In ancient thinking-philosophizing, Plato was considered a theologian. Later Platonism took Plato’s thinking as theologizing. For instance, in Platonic Theology, Proclus reads and places together the Timaeus and Parmenides and gathers together scattered passages and myths in such a way that lets Plato’s thinking-philosophizing arise as theologizing, as thinking toward the god and the gods, toward the divine and divinity. In modern attempts at interpreting Plato’s thought, however, Plato is often not seen as a theologian and his philosophizing is not considered to be a theologizing, although it is agreed that, for instance, the Timaeus is where theology and philosophy come together and into each other.
Plato’s thinking of the possibility of the mortals becoming like god as much as possible brought theology closer to all philosophizing of life in the sense that becoming like god itself became that toward which all human life and philosophical inquires should be directed.
The emergence of Christianity brought theology further into philosophy, for the thinking-philosophizing of Plato was put into the service of either arguing against Christianity or struggling for its ways of thinking. The Timaeus in its thinking toward the demiurge, the god who brought disorder into order and put together the universe, seemed necessary in this arguing and struggling.
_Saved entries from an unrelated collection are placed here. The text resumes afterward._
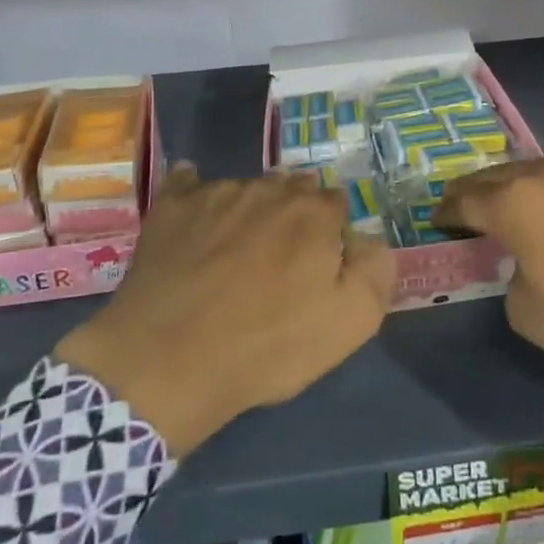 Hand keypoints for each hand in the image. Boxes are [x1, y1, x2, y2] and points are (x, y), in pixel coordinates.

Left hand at [54, 165, 393, 453]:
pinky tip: (193, 215)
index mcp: (314, 212)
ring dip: (249, 210)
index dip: (330, 234)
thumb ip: (374, 270)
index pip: (334, 203)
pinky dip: (196, 194)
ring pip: (245, 189)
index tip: (319, 265)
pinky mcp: (172, 205)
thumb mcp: (350, 323)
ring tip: (235, 252)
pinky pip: (189, 182)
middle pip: (291, 189)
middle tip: (280, 259)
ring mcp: (216, 191)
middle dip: (292, 215)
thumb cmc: (267, 345)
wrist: (169, 361)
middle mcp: (269, 188)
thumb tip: (366, 239)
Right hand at [437, 154, 543, 427]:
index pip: (465, 199)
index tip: (437, 223)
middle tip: (463, 213)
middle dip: (475, 194)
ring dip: (516, 190)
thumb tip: (523, 261)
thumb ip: (510, 277)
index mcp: (519, 201)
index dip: (446, 213)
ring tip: (510, 213)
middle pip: (496, 177)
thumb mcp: (533, 316)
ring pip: (535, 173) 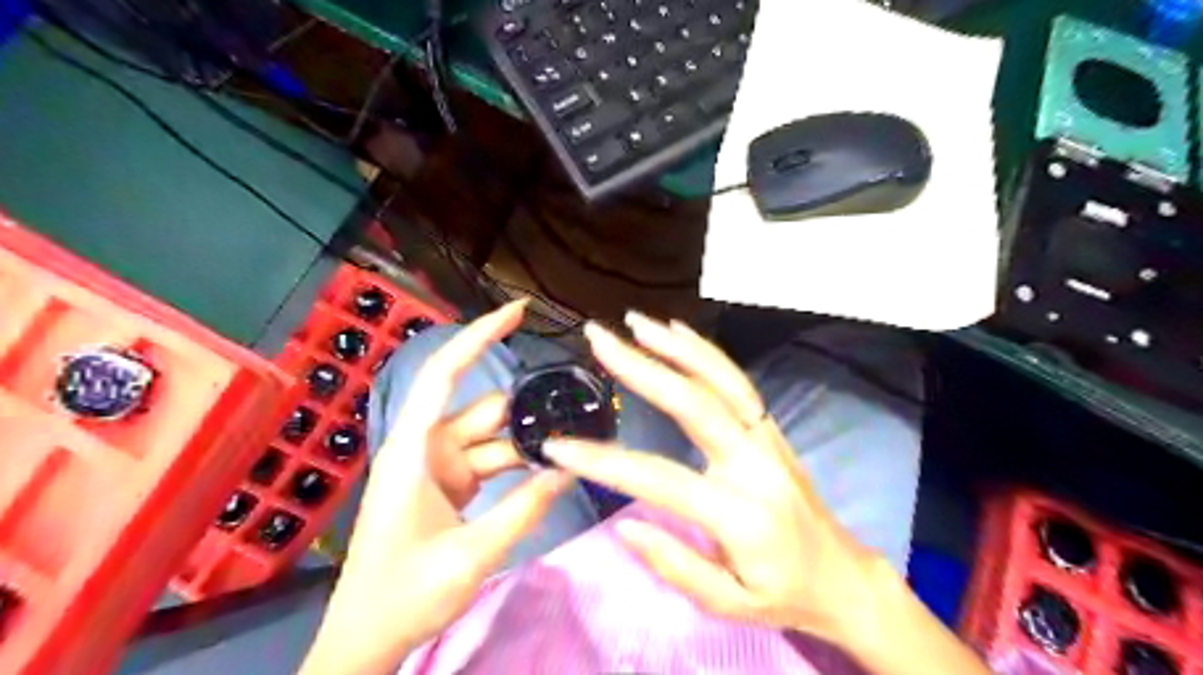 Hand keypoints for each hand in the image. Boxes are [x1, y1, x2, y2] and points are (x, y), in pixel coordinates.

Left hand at [301, 300, 572, 674]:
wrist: (368, 639)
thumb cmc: (403, 595)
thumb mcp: (470, 554)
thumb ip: (523, 509)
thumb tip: (570, 469)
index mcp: (415, 449)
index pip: (445, 375)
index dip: (479, 337)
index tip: (518, 311)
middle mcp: (426, 447)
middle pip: (485, 411)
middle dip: (529, 412)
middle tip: (581, 408)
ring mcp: (439, 467)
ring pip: (493, 439)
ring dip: (529, 444)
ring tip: (575, 447)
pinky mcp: (449, 485)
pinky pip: (491, 462)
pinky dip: (519, 465)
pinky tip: (551, 470)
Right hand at [545, 313, 890, 651]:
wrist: (844, 577)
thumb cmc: (782, 595)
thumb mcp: (727, 604)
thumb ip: (675, 565)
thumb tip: (625, 526)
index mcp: (740, 514)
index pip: (659, 479)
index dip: (604, 461)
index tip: (558, 446)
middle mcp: (755, 463)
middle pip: (694, 403)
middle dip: (641, 367)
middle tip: (599, 339)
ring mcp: (767, 438)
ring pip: (721, 379)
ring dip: (675, 346)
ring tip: (635, 322)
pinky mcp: (770, 428)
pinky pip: (736, 381)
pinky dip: (705, 352)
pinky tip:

In the Timaeus, where Plato puts forth his cosmological thinking-philosophizing, he talks about the corporeal gods that were fashioned or put together by their father, the maker of the universe, the demiurge, Intelligence, or simply the god, who is thought of as good and free of jealousy. Plato says that because of this goodness, the universe came into being through the god’s ordering of the disorder that held sway prior to the god’s work. The universe, or the cosmos, is itself a god in Plato’s cosmology, containing other corporeal and visible gods, which are the sun, moon, stars, and planets.
Concerning the gods of Greek mythology, Plato takes them for granted in the Timaeus, refusing to doubt their truths by following how the ancients thought toward them or how they appeared within the most ancient thinking towards divinity.
Finally, a danger lying at the heart of any attempt at thinking together with Plato of that to which he refers as the god, the demiurge, or the father and maker of the universe, is the possibility of approaching this god through the thinking pertaining to later theology. For to approach Plato’s thinking toward divinity and the divine through the questions and possibilities of later theology is to insert foreignness into Plato’s philosophizing.
In Plato’s philosophizing, other questions and possibilities are at work, different from, for instance, salvation or omnipotence. Caring for the soul, assimilation to god, the invention of numbers, and the emergence of philosophy belong to the mortals’ engagement with and turning toward the divine and divinity in Plato’s thinking. Political, ethical, and philosophical thinking seemed to Plato to be in need of a god and gods; and existentially, happiness announces itself within us if we ourselves are turned toward the gods.